Android-based smartphones accounted for over 70 per cent of sales in the top five European markets in the three months to the end of May

Gulf News

Almost half of all smartphones sold in major European markets in recent months have been made by Samsung, underpinning the growing dominance of Google’s Android operating system across the region.

Android-based smartphones accounted for more than 70 per cent of sales in the top five European markets in the three months to the end of May, compared with 61 per cent in the same period the year before.

Comparatively, Apple’s iPhone sales have a share of less than a fifth and Windows phones comprise about 7 per cent.

However, this rapid pace of growth was not replicated elsewhere in the world, with Google’s platform holding steady with a share of about half the US market over the past year. Instead, Apple’s iPhone was the clear winner when it came to growing market share in the US, which was up 3.5 per cent to 42 per cent.

Paul Moore, global director at Kantar Worldpanel ComTech, said: “Across Europe, Android growth remains strong. However, in the US Apple’s expanded distribution agreement with T-Mobile is helping the iPhone keep Android growth at bay.

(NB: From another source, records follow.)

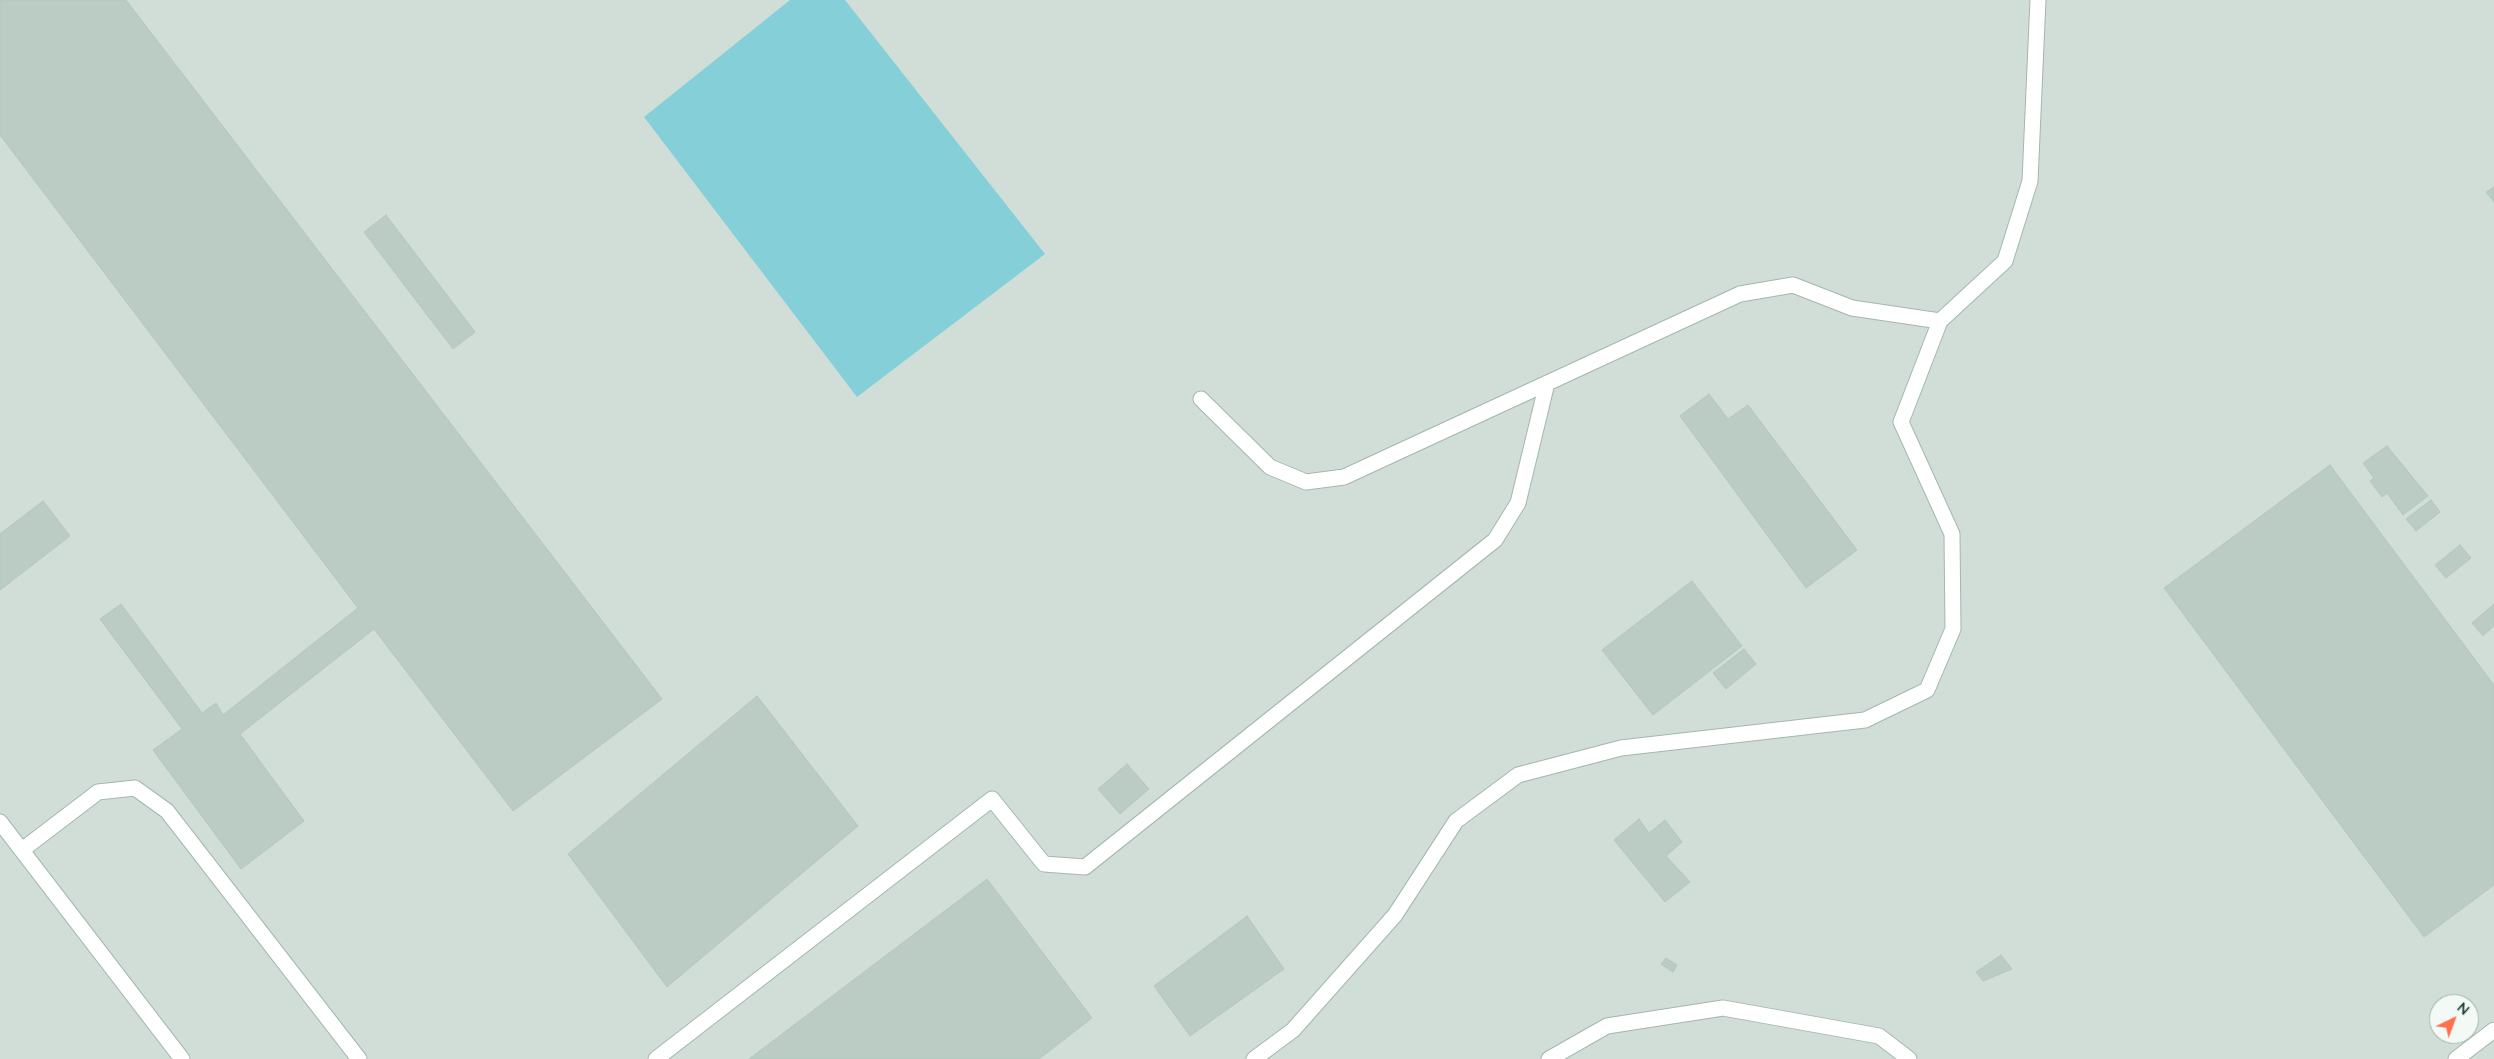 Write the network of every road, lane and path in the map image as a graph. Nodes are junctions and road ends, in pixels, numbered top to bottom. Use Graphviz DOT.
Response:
graph roads {
  1 [pos="2038,0"];
  2 [pos="1940,321"];
  3 [pos="1547,383"];
  4 [pos="1201,399"];
  5 [pos="0,822"];
  6 [pos="22,850"];
  7 [pos="2494,1030"];
  8 [pos="182,1059"];
  9 [pos="359,1059"];
  10 [pos="656,1059"];
  11 [pos="1254,1059"];
  12 [pos="1548,1059"];
  13 [pos="1909,1059"];
  14 [pos="2456,1059"];
  1 -- 2 [label="lane"];
  2 -- 3 [label="lane"];
  2 -- 11 [label="lane"];
  3 -- 4 [label="lane"];
  3 -- 10 [label="lane"];
  5 -- 6 [label="lane"];
  6 -- 8 [label="lane"];
  6 -- 9 [label="lane"];
  7 -- 14 [label="lane"];
  12 -- 13 [label="lane"];
}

“T-Mobile is the smallest of the big four US carriers but it does have the capacity to give iOS a boost, particularly as 28 per cent of its customers plan to buy an iPhone when they next upgrade.”

Windows phones are starting to build sales, with heavy support both from Microsoft, which develops the software, and device makers such as Nokia. In the top five European countries, Windows phones comprised almost 7 per cent of sales in the three months to the end of May, up from 4.3 per cent in the year before. There was only a modest growth of 0.9 per cent in the US, however, while sales dropped in Australia.

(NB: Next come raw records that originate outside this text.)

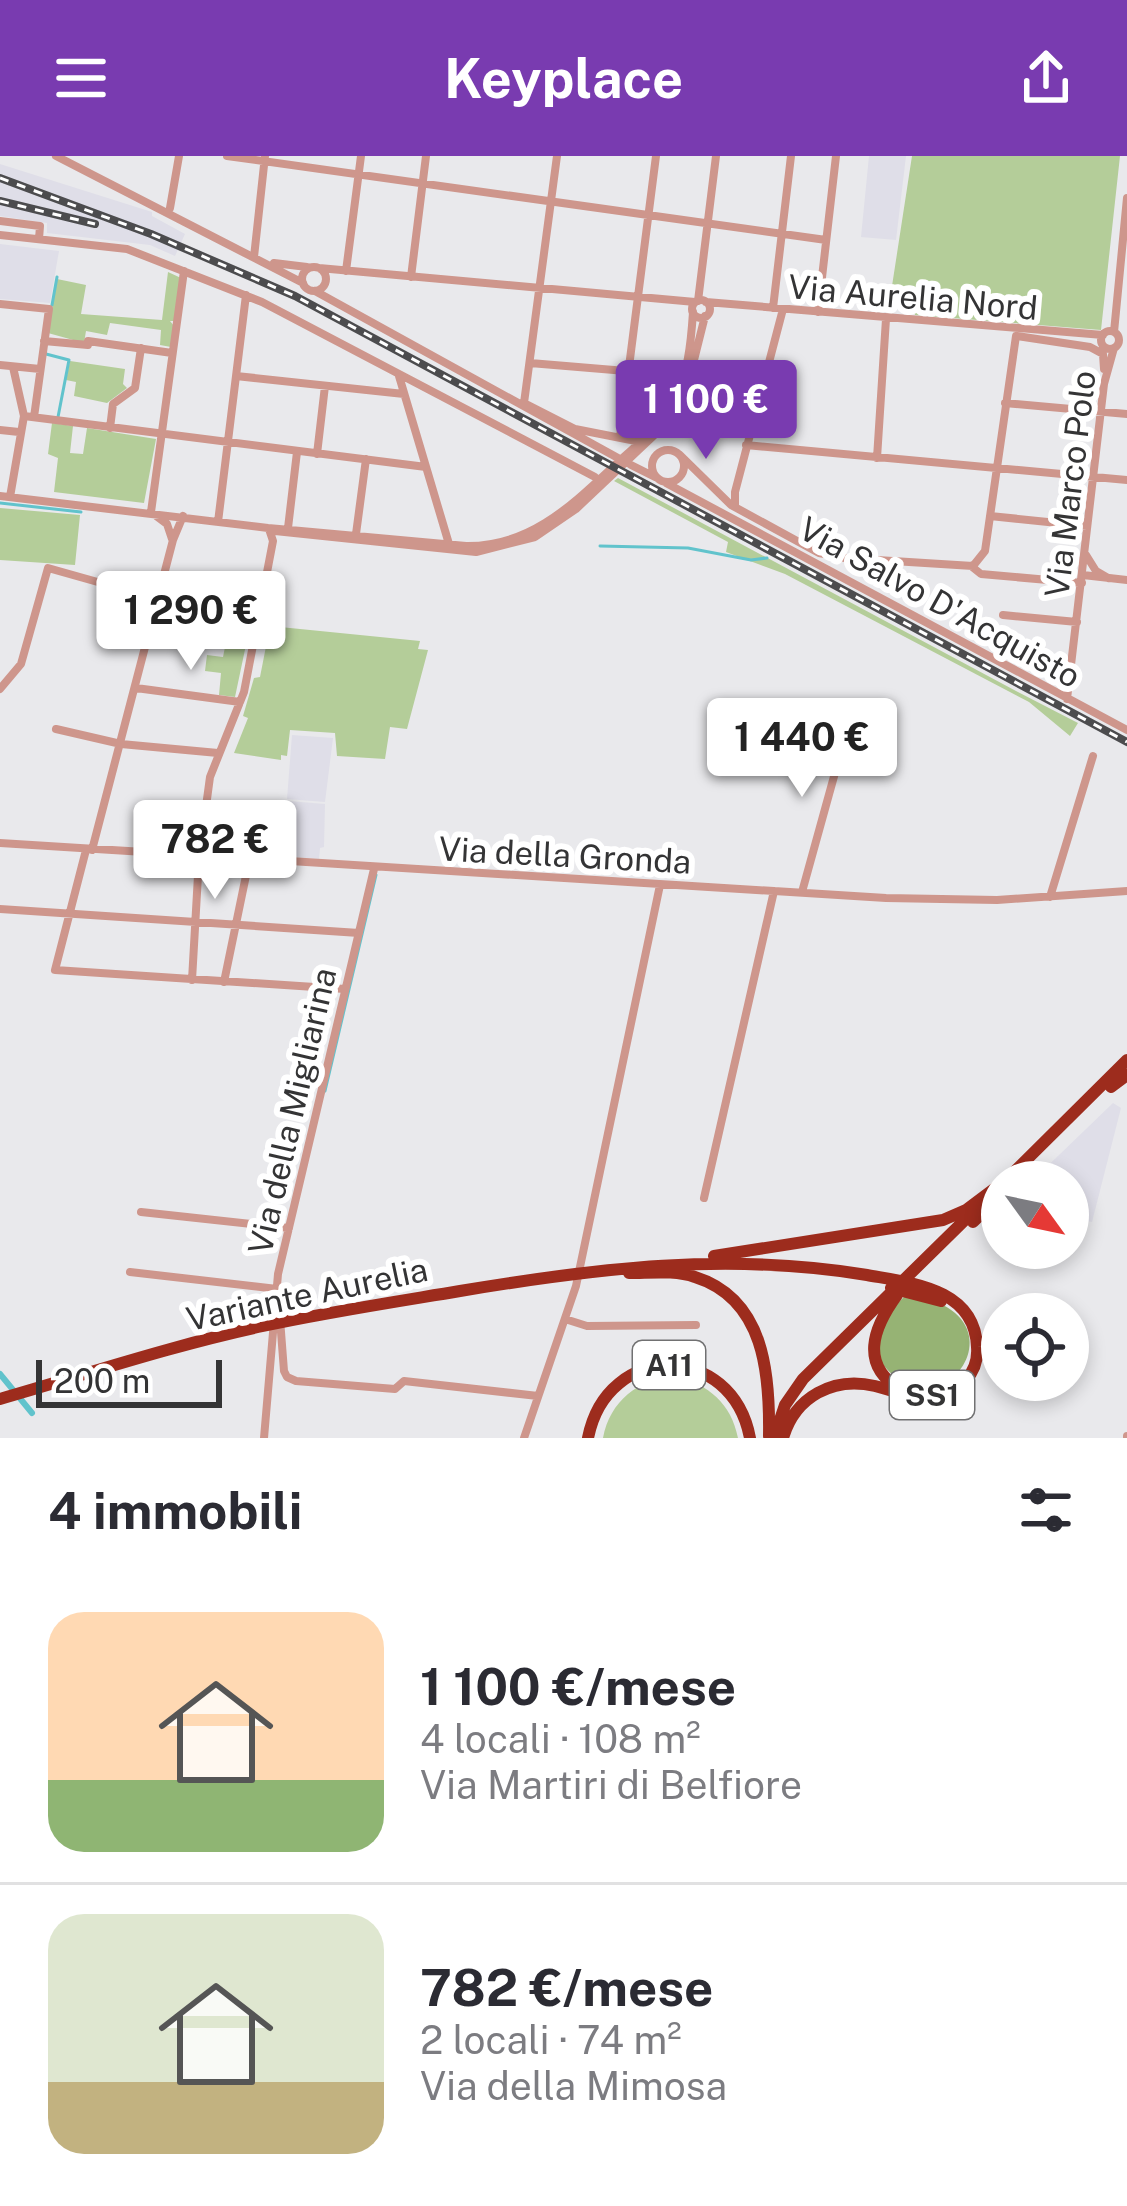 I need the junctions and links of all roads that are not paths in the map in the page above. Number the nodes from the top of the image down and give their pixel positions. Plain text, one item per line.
1 (56, 156) edge
2 (78, 156) edge
3 (179, 156) edge
4 (227, 156) edge
5 (362, 156) edge
6 (426, 156) edge
7 (556, 156) edge
8 (656, 156) edge
9 (716, 156) edge
10 (791, 156) edge
11 (836, 156) edge
12 (264, 159) edge
13 (86, 170) junction
14 (359, 174) junction
15 (422, 184) junction
16 (1127, 198) edge
17 (550, 202) junction
18 (170, 208) dead end
19 (649, 215) junction
20 (0, 221) edge
21 (708, 224) junction
22 (781, 234) junction
23 (0, 235) edge
24 (39, 239) junction
25 (826, 240) junction
26 (258, 260) junction
27 (316, 267) junction
28 (184, 271) junction
29 (346, 271) junction
30 (411, 278) junction
31 (326, 282) junction
32 (303, 284) junction
33 (538, 289) junction
34 (315, 291) junction
35 (246, 295) junction
36 (638, 298) junction
37 (341, 303) junction
38 (0, 304) edge
39 (700, 308) junction
40 (778, 309) junction
41 (818, 312) junction
42 (886, 319) junction
43 (1005, 330) junction
44 (1016, 336) junction
45 (44, 340) junction
46 (1112, 343) edge
47 (141, 348) junction
48 (172, 353) junction
49 (530, 362) junction
50 (0, 365) edge
51 (13, 367) junction
52 (40, 369) junction
53 (629, 371) junction
54 (674, 375) dead end
55 (236, 376) junction
56 (399, 376) junction
57 (325, 386) junction
58 (404, 394) junction
59 (1005, 403) junction
60 (1101, 411) junction
61 (1127, 414) edge
62 (29, 417) junction
63 (110, 428) junction
64 (0, 430) edge
65 (19, 432) junction
66 (161, 435) junction
67 (620, 437) junction
68 (636, 441) dead end
69 (228, 444) junction
70 (746, 445) junction
71 (653, 447) junction
72 (298, 451) junction
73 (317, 454) junction
74 (680, 454) junction
75 (618, 458) dead end
76 (877, 458) junction
77 (366, 459) junction
78 (426, 466) junction
79 (996, 467) junction
80 (700, 475) junction
81 (1093, 476) junction
82 (595, 477) dead end
83 (681, 477) junction
84 (661, 480) junction
85 (1127, 480) edge
86 (736, 488) junction
87 (716, 490) junction
88 (689, 495) junction
89 (5, 497) edge
90 (736, 508) junction
91 (151, 512) junction
92 (183, 516) junction
93 (990, 516) junction
94 (218, 523) junction
95 (1088, 526) junction
96 (268, 528) junction
97 (286, 530) junction
98 (356, 534) junction
99 (172, 540) junction
100 (273, 542) junction
101 (446, 547) junction
102 (1085, 554) junction
103 (971, 566) junction
104 (1083, 576) junction
105 (1103, 577) junction
106 (1127, 580) edge
107 (1080, 595) junction
108 (158, 599) junction
109 (1004, 615) dead end
110 (1077, 622) junction
111 (136, 688) junction
112 (0, 689) edge
113 (1067, 699) junction
114 (240, 702) junction
115 (851, 715) dead end
116 (56, 729) dead end
117 (1127, 730) edge
118 (121, 744) junction
119 (218, 752) junction
120 (1093, 755) dead end
121 (0, 843) edge
122 (89, 850) junction
123 (200, 858) junction
124 (250, 861) junction
125 (374, 869) junction
126 (660, 885) junction
127 (774, 891) junction
128 (1127, 891) edge
129 (802, 892) junction
130 (1050, 897) junction
131 (0, 909) edge
132 (69, 914) junction
133 (196, 922) junction
134 (236, 925) junction
135 (359, 933) junction
136 (192, 980) junction
137 (224, 982) junction
138 (346, 989) junction
139 (1127, 1056) edge
140 (1127, 1072) edge
141 (1106, 1088) junction
142 (1029, 1161) edge
143 (704, 1198) dead end
144 (981, 1200) edge
145 (981, 1206) edge
146 (981, 1207) edge
147 (141, 1212) dead end
148 (289, 1228) junction
149 (629, 1269) junction
150 (130, 1272) dead end
151 (892, 1287) junction
152 (278, 1289) junction
153 (926, 1291) junction
154 (276, 1306) junction
155 (565, 1319) junction
156 (696, 1325) dead end
157 (538, 1396) junction
158 (0, 1403) edge
159 (778, 1429) edge
160 (264, 1438) edge
161 (524, 1438) edge
162 (592, 1438) edge
163 (746, 1438) edge

1 - 13 street
2 - 13 street
3 - 18 street
4 - 12 street
5 - 14 street
6 - 15 street
7 - 17 street
8 - 19 street
9 - 21 street
10 - 22 street
11 - 25 street
12 - 14 street
12 - 26 street
13 - 26 street
14 - 15 street
14 - 29 street
15 - 17 street
15 - 30 street
16 - 46 street, Via Marco Polo
17 - 19 street
17 - 33 street
19 - 21 street
19 - 36 street
20 - 24 street
21 - 22 street
21 - 39 street
22 - 25 street
22 - 40 street
23 - 24 street
24 - 28 street
25 - 41 street
26 - 27 street, Via Aurelia Nord
26 - 32 street
27 - 29 street, Via Aurelia Nord
27 - 31 street
27 - 32 street
28 - 35 street
28 - 48 street
29 - 30 street, Via Aurelia Nord
29 - 31 street, Via Aurelia Nord
30 - 33 street, Via Aurelia Nord
31 - 34 street, Via Aurelia Nord
31 - 37 street
32 - 34 street
33 - 36 street, Via Aurelia Nord
33 - 49 street
34 - 37 street
35 - 55 street
35 - 56 street
36 - 39 street, Via Aurelia Nord
36 - 53 street
37 - 75 street
38 - 45 street
39 - 40 street, Via Aurelia Nord
39 - 71 street
40 - 41 street, Via Aurelia Nord
40 - 70 street
41 - 42 street, Via Aurelia Nord
42 - 43 street, Via Aurelia Nord
42 - 76 street
43 - 44 street
43 - 46 street, Via Aurelia Nord
44 - 46 street
44 - 59 street
45 - 47 street
45 - 52 street
46 - 60 street, Via Marco Polo
47 - 48 street
47 - 63 street
48 - 66 street
49 - 53 street
49 - 67 street
50 - 51 street
51 - 52 street
51 - 62 street
52 - 62 street
53 - 54 street
53 - 67 street
55 - 57 street
55 - 69 street
56 - 58 street
56 - 82 street
57 - 58 street
57 - 73 street
58 - 78 street
59 - 60 street
59 - 79 street
60 - 61 street
60 - 81 street, Via Marco Polo
62 - 63 street
62 - 65 street
63 - 66 street
64 - 65 street
65 - 89 street
66 - 69 street
66 - 91 street
67 - 68 street
69 - 72 street
69 - 94 street
70 - 76 street
70 - 86 street
71 - 74 street, Via Salvo D'Acquisto
71 - 84 street
71 - 84 street, Via Salvo D'Acquisto
71 - 101 street
72 - 73 street
72 - 97 street
73 - 77 street
74 - 80 street
74 - 83 street
76 - 79 street
77 - 78 street
77 - 98 street
78 - 101 street
79 - 81 street
79 - 93 street
80 - 83 street
80 - 87 street
81 - 85 street
81 - 95 street, Via Marco Polo
83 - 84 street
83 - 88 street
84 - 88 street, Via Salvo D'Acquisto
86 - 87 street
86 - 90 street
87 - 90 street
88 - 113 street, Via Salvo D'Acquisto
89 - 91 street
90 - 103 street
91 - 92 street
91 - 99 street
92 - 94 street
92 - 99 street
93 - 95 street
93 - 103 street
94 - 96 street
95 - 102 street, Via Marco Polo
96 - 97 street
96 - 100 street
97 - 98 street
97 - 100 street
97 - 101 street
98 - 101 street
99 - 108 street
100 - 114 street
102 - 104 street, Via Marco Polo
102 - 105 street
103 - 104 street
104 - 105 street
104 - 107 street, Via Marco Polo
105 - 106 street
105 - 107 street
107 - 110 street, Via Marco Polo
108 - 111 street
108 - 112 street
109 - 110 street
110 - 113 street, Via Marco Polo
111 - 114 street
111 - 118 street
113 - 117 street, Via Salvo D'Acquisto
114 - 119 street
115 - 129 street
116 - 118 street
118 - 119 street
118 - 122 street
119 - 123 street
120 - 130 street
121 - 122 street, Via della Gronda
122 - 123 street, Via della Gronda
122 - 132 street
123 - 124 street, Via della Gronda
123 - 133 street
124 - 125 street, Via della Gronda
124 - 134 street
125 - 126 street, Via della Gronda
125 - 135 street, Via della Migliarina
126 - 127 street, Via della Gronda
126 - 155 street
127 - 129 street, Via della Gronda
127 - 143 street
128 - 130 street, Via della Gronda
129 - 130 street, Via della Gronda
131 - 132 street
132 - 133 street
132 - 136 street
133 - 134 street
133 - 136 street
134 - 135 street
134 - 137 street
135 - 138 street, Via della Migliarina
136 - 137 street
137 - 138 street
138 - 148 street, Via della Migliarina
139 - 141 highway, SS1
140 - 141 highway
141 - 142 highway, SS1
144 - 149 highway
145 - 151 highway, SS1
146 - 159 highway
147 - 148 street
148 - 152 street, Via della Migliarina
149 - 151 highway
149 - 158 highway, Variante Aurelia
149 - 159 highway
150 - 152 street
151 - 153 highway
151 - 153 highway, SS1
151 - 159 highway
152 - 154 street, Via della Migliarina
153 - 159 highway
154 - 157 street
154 - 160 street, Via della Migliarina
155 - 156 street
155 - 157 street
157 - 161 street
162 - 163 highway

BlackBerry was the worst performer, adding to the woes of the Canadian handset maker that last week disappointed investors with poor initial sales of its relaunched smartphone range. Sales in the European markets tracked by Kantar dropped to just 2.5 per cent, from 7 per cent last year, with a market share in the US now of less than 1 per cent.

Sony’s relaunched smartphone range has met with more immediate success, according to Kantar, in particular in the UK where it is the country’s fourth-largest handset manufacturer. Sony’s Xperia range also uses the Android operating system.

Moore said: “The flagship Xperia Z has driven Sony’s growth in Britain by successfully appealing to Samsung customers. Some 38 per cent of Xperia’s users are ex-Samsung owners, the majority of whom have upgraded from the Galaxy S2.”

Moore said Samsung needed to focus on retaining its existing base of customers “after two years of relentless growth” given improved products from competitors such as Sony, HTC and Huawei, pointing out that brand loyalty for Samsung is still lower than for Apple.